Andrea Chang, partner at NGC Ventures 0

Credit: unsplash

Creator economy, defined as the 100+ billion-dollar businesses of independent content creators, has been the pillar of our existing social platforms, generating business opportunities not only for the creator themselves but the employees and partnered brands.

As in our previous article, creator economy is crucial for the operation of metaverse experience and interrelated with other components like avatars, virtual economies, and gaming that can eventually affect startups and mature companies' product development.

In this article, we focus on analyzing how the metaverse can grow creator economy and list the differences in the metaverse version of creator economy vs. the one we are way too familiar with through popular social media apps nowadays.

Key components of the metaverse version of creator economy

For creators, social media and other Web2.0 models offer channels for creators to monetize their content and community engagement. For brands, each creator helps them achieve target marketing that traditional channels couldn't achieve in comparable depth and frequency. But in the metaverse version, the relationship of creator-platform-viewer has more democracy and dynamics, reflected in the autonomy of participants, especially in a "community-directed" metaverse. In metaverse applications, viewers have more rooms to interact with the work of creators or even become creators themselves in a spatial setting as tools develop. For example, Sandbox, one of the most funded virtual gaming metaverse, granted game developers tools to build games, build 3D assets, and sell NFT that creators can share 95% of the sales.

One interesting difference is that compared to current social media, viewers have more opportunities to interact with the creators and even form partnerships in achieving goals as a team, such as playing games and promoting social tokens/digital assets together.

Credit: Andrea Chang

Credit: Andrea Chang

How creators can benefit from metaverse applications

Wider categories of content

Compared to existing platforms, the major difference that metaverse applications can offer is virtual spaces where creators can build their own content, be it virtual lands or virtual buildings, which create a whole new demand for 3D artists. Like what we have mentioned in the previous article on metaverse culture, various types of virtual assets like avatars and digital fashion offer opportunities for new breed creators. Among different categories, we expect infrastructure & content related to music and gaming will show increased demand as the existing platforms have already shown rising tastes for these categories.

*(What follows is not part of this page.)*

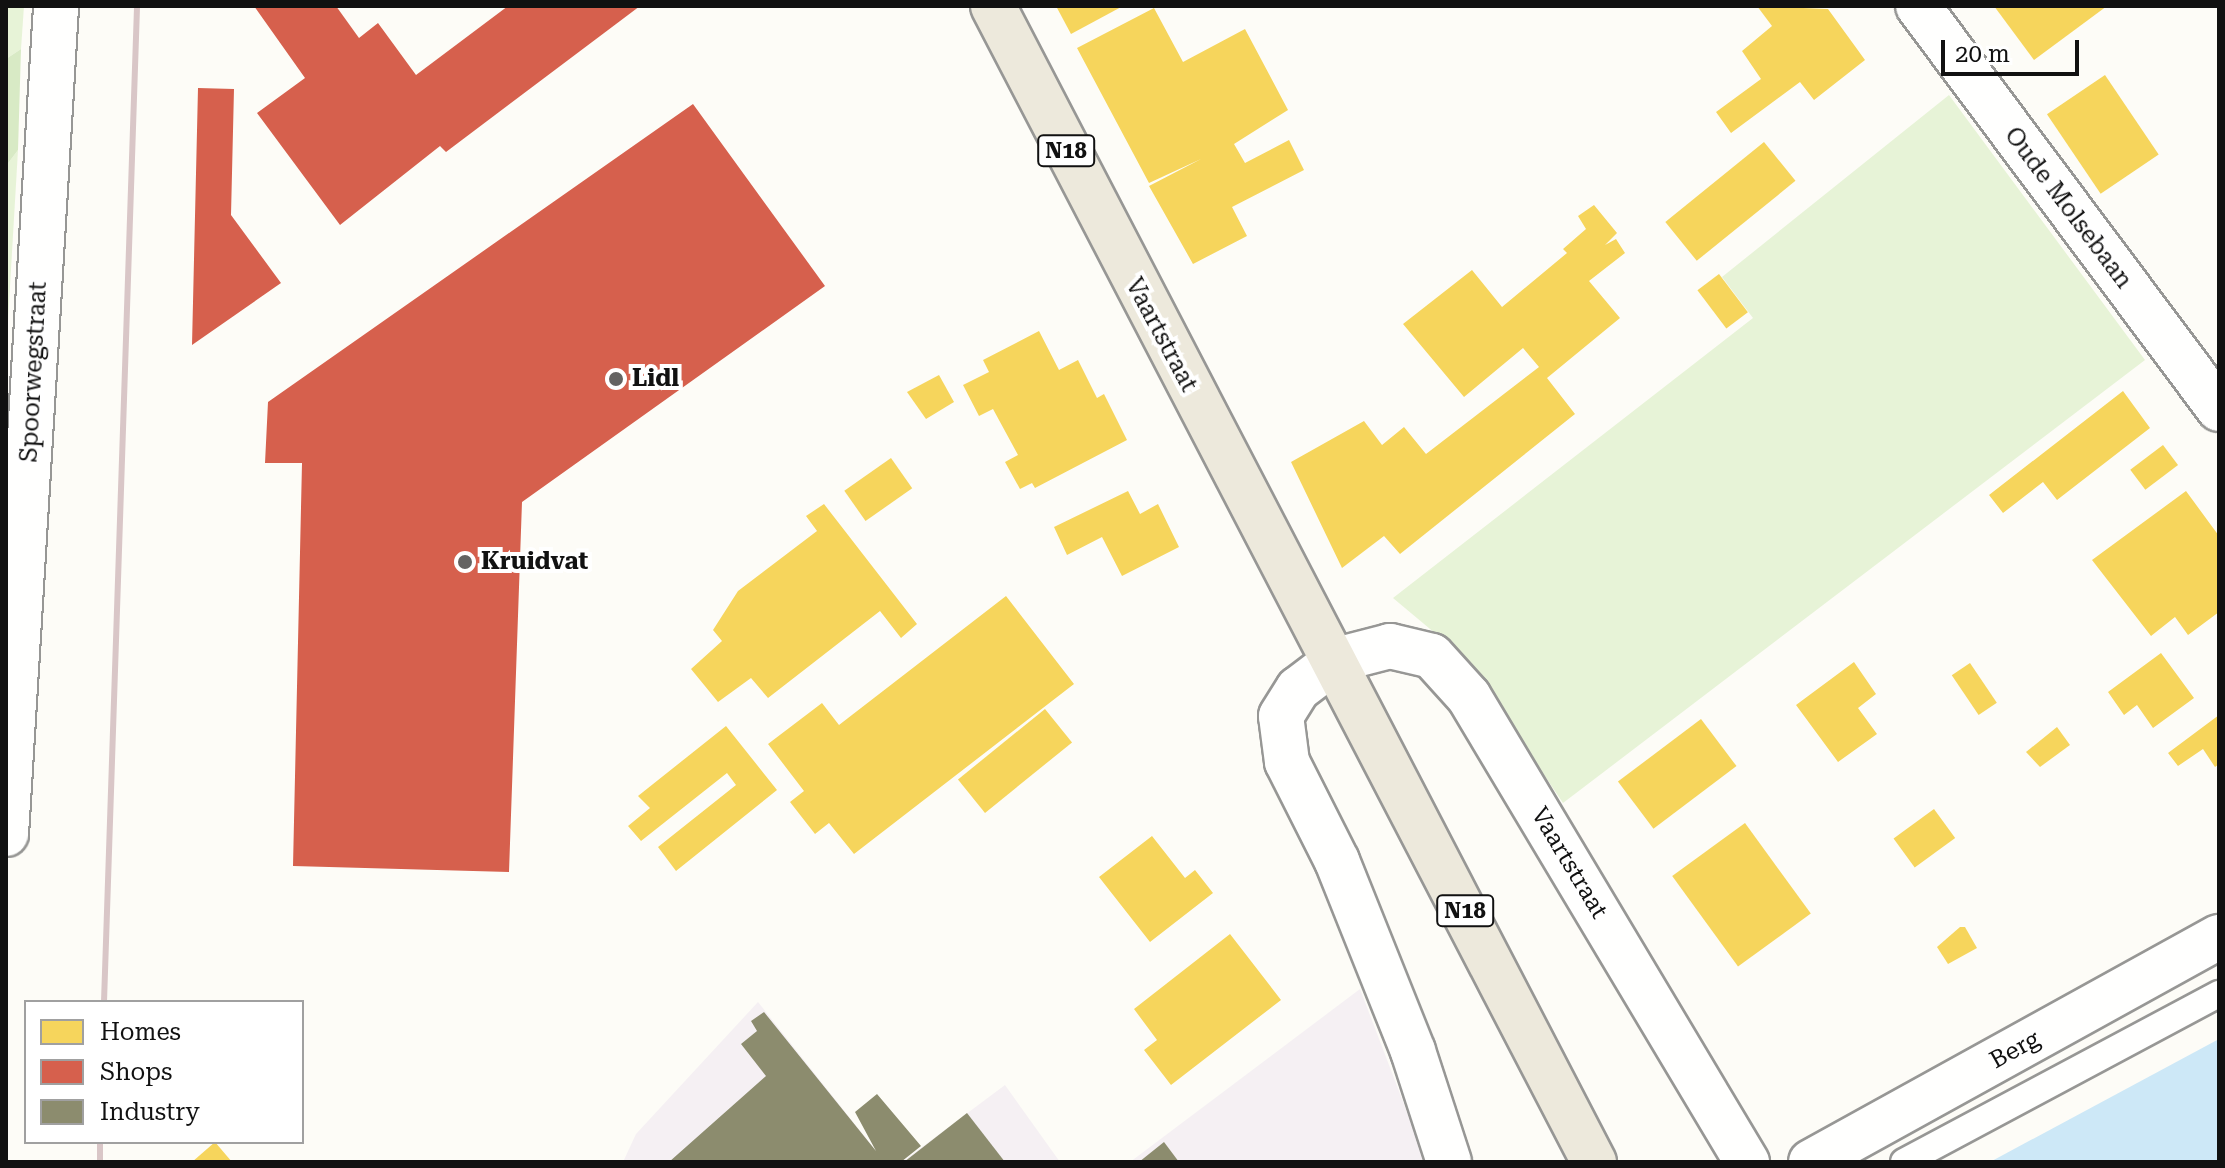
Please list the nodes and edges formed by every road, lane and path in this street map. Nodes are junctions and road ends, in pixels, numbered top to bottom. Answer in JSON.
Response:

We also expect people will spend more time in the metaverse as hardware increases user experiences, which can further benefit non-recreational applications like businesses and education. Microsoft Mesh for Teams, its corporate metaverse, aims to move most of the online meetings to 3D settings in the future.

Less dependency on brand sales

The major reasons for the extremely high dependence on brand deals for creators' income include more flexibility in negotiating the terms, advantages for the mega stars (as luxurious brands cooperating with celebrities have an affluent budget), stringent profit-sharing at most platforms (creators need to reach certain viewers to get the base revenue sharing criteria). However, metaverse applications can change this high dependency as new forms and engagement of activities happen virtually. For example, creators can structure their own in-metaverse economy and have more occasions in selling virtual items to fans.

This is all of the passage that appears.